Mendengar kata-kata asing itu membuat diriku menjadi tenggelam dalam pikiran.
‘Benar juga mengapa diriku tidak pernah memberikan hadiah atas usahaku. Bahkan jika kado untuk orang lain aku rela menghabiskan uang sekalipun menyulitkanku. Tapi belum pernah keinginan kecil dalam diriku aku wujudkan. Sudah beribu kali hati kecilku seperti ingin membeli ice cream dengan cone itu. Walaupun pada akhir tak ku wujudkan dan lebih memilih barang lain yang lebih ku butuhkan. Karena aku takut jika ku belikan nanti tidak bisa menyimpan uang untuk kebutuhan yang lain. Bahkan ice cream itu tidak sampai harga 15.000.’
‘Sebenarnya jika dipikirkan diriku ingin sekali berkata bahwa aku lelah. Tetapi tak ada yang mengijinkanku lelah, selalu dituntut menjadi pekerja keras. Aku ingin sekali ketika sakit diriku beristirahat. Dan ingin sekali menjalani hidup dengan meraih impianku bukan impian orang lain. Mewujudkan keinginan kecilku satu-persatu. Aku sendiri pun lelah tapi mengapa tetap membantu orang lain? Mungkin karena hanya berusaha untuk menjadi orang baik. Tapi sepertinya sekarang ini aku terlalu sakit hingga ingin istirahat sejenak, diriku sendiri lah yang harus kubantu kali ini. Luka dan memar di tubuh yang selalu ku alami setelah pertandingan, sebenarnya sakit sekali kurasakan. Tetapi diriku tidak peduli akan rasa sakit itu karena orang lain juga tidak ada yang peduli padaku.’

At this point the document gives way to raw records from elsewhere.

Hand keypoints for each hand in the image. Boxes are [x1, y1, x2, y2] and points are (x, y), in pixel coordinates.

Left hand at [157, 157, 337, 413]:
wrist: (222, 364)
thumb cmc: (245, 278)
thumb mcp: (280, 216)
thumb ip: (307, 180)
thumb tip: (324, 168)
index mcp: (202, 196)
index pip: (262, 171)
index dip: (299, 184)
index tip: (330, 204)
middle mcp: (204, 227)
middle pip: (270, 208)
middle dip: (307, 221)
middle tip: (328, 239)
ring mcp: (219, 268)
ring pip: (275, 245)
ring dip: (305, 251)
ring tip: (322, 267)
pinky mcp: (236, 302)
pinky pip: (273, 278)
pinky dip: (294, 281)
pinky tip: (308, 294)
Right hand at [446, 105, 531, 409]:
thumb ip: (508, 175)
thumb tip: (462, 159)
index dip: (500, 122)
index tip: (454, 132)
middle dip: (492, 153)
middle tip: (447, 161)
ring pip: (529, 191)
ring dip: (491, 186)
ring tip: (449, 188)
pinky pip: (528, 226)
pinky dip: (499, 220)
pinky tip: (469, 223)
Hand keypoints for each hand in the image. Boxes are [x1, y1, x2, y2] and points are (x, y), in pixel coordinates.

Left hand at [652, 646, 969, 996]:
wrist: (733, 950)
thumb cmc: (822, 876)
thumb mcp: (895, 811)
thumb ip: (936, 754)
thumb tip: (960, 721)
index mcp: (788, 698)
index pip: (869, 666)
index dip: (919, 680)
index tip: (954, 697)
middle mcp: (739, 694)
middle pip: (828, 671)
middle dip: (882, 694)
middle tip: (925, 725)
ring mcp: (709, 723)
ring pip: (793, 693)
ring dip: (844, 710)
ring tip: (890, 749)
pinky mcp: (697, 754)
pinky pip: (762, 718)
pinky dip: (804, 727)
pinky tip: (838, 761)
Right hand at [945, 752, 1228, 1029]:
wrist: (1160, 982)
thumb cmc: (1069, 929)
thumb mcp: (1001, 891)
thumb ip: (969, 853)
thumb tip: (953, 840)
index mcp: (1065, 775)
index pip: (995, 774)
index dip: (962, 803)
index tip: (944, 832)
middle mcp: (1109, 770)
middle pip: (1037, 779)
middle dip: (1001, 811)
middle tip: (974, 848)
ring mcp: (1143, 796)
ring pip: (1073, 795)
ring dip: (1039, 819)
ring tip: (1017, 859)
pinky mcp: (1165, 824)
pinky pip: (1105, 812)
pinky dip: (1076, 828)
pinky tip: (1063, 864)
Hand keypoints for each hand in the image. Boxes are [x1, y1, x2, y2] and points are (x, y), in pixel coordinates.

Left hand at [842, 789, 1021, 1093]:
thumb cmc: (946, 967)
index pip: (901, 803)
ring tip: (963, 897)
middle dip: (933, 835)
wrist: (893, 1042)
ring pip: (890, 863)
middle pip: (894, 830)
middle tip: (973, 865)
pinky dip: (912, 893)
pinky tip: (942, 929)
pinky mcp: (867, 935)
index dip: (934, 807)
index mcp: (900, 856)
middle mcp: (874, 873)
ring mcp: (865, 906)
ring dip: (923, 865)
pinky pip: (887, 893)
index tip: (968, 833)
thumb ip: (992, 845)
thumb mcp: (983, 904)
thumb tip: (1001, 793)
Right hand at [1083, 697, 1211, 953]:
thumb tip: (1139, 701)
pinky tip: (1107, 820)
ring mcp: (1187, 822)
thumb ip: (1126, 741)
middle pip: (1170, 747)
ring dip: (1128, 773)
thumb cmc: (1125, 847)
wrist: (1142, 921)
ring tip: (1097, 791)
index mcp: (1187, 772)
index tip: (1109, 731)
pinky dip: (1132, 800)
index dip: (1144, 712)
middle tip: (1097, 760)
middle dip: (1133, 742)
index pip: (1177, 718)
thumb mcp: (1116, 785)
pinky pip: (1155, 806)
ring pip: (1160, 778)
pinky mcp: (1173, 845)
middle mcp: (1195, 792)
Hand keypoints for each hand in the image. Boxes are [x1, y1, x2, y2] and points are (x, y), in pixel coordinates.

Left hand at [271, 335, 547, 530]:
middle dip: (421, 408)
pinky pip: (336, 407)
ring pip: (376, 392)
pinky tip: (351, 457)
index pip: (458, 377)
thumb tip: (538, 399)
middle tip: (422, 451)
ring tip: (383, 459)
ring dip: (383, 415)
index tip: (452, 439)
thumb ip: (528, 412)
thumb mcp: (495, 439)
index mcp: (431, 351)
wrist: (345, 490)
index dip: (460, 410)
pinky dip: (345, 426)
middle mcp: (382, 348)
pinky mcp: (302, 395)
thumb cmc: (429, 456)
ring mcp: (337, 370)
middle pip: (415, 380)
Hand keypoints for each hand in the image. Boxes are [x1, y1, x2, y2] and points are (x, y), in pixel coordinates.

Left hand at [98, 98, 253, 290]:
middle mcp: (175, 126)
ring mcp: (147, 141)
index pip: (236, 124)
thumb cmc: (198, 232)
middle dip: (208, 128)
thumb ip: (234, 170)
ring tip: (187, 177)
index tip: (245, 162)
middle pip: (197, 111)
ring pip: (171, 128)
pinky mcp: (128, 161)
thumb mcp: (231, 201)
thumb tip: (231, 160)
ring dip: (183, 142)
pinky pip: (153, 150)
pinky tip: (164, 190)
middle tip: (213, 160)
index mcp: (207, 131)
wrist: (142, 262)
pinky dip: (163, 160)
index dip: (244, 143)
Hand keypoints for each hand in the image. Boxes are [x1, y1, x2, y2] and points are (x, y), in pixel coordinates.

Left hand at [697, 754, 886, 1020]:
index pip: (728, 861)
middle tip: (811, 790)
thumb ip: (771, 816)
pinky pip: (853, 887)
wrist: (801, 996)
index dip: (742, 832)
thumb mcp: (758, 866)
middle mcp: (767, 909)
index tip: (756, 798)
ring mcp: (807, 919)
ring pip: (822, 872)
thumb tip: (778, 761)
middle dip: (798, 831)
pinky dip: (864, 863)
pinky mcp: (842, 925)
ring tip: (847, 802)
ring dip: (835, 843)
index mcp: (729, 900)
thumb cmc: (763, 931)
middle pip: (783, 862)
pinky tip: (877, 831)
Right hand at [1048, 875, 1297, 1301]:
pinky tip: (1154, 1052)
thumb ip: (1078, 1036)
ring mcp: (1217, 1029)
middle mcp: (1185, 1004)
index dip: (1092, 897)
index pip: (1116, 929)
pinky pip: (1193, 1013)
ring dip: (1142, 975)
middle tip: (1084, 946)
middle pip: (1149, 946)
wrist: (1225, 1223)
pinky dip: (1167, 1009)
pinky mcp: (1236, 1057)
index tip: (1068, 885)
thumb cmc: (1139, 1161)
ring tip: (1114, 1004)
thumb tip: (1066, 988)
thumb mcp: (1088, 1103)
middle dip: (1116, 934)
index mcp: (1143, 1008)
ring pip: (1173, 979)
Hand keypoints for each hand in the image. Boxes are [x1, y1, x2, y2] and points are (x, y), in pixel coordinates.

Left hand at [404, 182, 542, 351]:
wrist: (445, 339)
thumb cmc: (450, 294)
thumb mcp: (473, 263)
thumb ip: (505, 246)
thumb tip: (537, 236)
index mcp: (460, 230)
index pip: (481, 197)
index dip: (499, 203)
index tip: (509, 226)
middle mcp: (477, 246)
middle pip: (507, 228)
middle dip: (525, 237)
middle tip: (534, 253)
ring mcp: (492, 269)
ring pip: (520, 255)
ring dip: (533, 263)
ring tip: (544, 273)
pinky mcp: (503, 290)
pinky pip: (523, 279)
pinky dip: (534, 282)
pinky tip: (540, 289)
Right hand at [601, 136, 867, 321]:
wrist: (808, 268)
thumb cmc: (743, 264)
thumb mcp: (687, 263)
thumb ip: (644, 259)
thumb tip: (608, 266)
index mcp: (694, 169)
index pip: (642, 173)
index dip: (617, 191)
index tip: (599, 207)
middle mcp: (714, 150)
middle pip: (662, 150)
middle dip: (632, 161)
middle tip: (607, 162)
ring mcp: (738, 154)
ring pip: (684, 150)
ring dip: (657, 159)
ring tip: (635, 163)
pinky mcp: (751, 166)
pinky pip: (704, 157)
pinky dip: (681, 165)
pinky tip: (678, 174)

Banyak sekali hal baru yang kusadari dan pelajari. Bahwa telah lama tak memperhatikan diriku sendiri. Bahkan sekalipun orang lain menyakiti, membenci, dan tidak peduli padaku, diriku bersikap acuh berlagak kuat padahal nyatanya tetap menyakitkan juga. Tapi kesalahan besar yang ku alami ialah aku menyakiti, membenci, dan tidak peduli pada diriku sendiri. Aku tidak peduli jika diriku sakit, terluka, ataupun lelah. Sepertinya bukan hal mudah dan butuh waktu untuk merubah hal itu tapi aku mau mencobanya. Ini demi diriku sendiri. Kali ini aku hanya akan memikirkan diriku terlebih dahulu. Dan menyembuhkan sakit yang tak bisa terlihat ini. Berusaha menjadi baik pada semua orang dan memendam segalanya mungkin bukan hal mudah. Tapi menjadi manusia jahat bukanlah pilihan lain yang benar, tidak tertarik diriku pada opsi ini anehnya. Kini aku tau harus menyembuhkannya, tidak tau harus dari mana tapi akan ku coba.
“Halo pelatih, ini Farah, aku akan pensiun, sudah cukup perjalananku disini dan akan mencari perjalanan di tempat yang kuinginkan,” aku meraih ponsel dan menyampaikan keputusanku.